Examine the records and identify each line that includes the string "dead". Copy those lines.

*** Opening Exercise data ***

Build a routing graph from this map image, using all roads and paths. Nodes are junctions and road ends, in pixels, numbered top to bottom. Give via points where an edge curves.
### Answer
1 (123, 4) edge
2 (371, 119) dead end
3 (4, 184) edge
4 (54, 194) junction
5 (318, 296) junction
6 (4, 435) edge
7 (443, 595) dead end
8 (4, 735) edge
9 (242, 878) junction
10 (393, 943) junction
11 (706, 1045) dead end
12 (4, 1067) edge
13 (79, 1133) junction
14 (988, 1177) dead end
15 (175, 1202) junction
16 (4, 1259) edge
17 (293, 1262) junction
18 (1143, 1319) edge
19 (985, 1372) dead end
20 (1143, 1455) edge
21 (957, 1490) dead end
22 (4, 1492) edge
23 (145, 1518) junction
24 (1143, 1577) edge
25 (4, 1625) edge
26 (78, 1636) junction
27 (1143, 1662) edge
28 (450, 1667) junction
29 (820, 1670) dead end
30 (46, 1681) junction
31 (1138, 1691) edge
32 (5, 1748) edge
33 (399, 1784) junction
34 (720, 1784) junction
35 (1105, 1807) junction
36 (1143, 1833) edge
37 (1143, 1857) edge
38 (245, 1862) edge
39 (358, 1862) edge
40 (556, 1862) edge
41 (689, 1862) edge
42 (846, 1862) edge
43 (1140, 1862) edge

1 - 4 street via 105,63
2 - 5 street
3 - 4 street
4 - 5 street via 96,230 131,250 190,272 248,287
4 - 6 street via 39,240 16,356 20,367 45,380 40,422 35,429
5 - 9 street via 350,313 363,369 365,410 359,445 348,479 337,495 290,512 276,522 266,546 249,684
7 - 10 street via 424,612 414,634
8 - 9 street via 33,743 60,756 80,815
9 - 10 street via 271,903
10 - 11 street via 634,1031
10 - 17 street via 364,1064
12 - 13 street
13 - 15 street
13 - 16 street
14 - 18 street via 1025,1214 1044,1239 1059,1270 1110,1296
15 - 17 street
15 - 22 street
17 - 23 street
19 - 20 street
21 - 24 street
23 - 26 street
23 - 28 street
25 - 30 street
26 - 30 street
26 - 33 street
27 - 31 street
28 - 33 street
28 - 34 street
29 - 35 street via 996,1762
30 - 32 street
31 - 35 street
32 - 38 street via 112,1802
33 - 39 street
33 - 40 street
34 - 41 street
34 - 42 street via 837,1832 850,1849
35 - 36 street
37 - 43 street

*** Closing Exercise data ***

• **Solution for this task**:
2 (371, 119) dead end
7 (443, 595) dead end
11 (706, 1045) dead end
14 (988, 1177) dead end
19 (985, 1372) dead end
21 (957, 1490) dead end
29 (820, 1670) dead end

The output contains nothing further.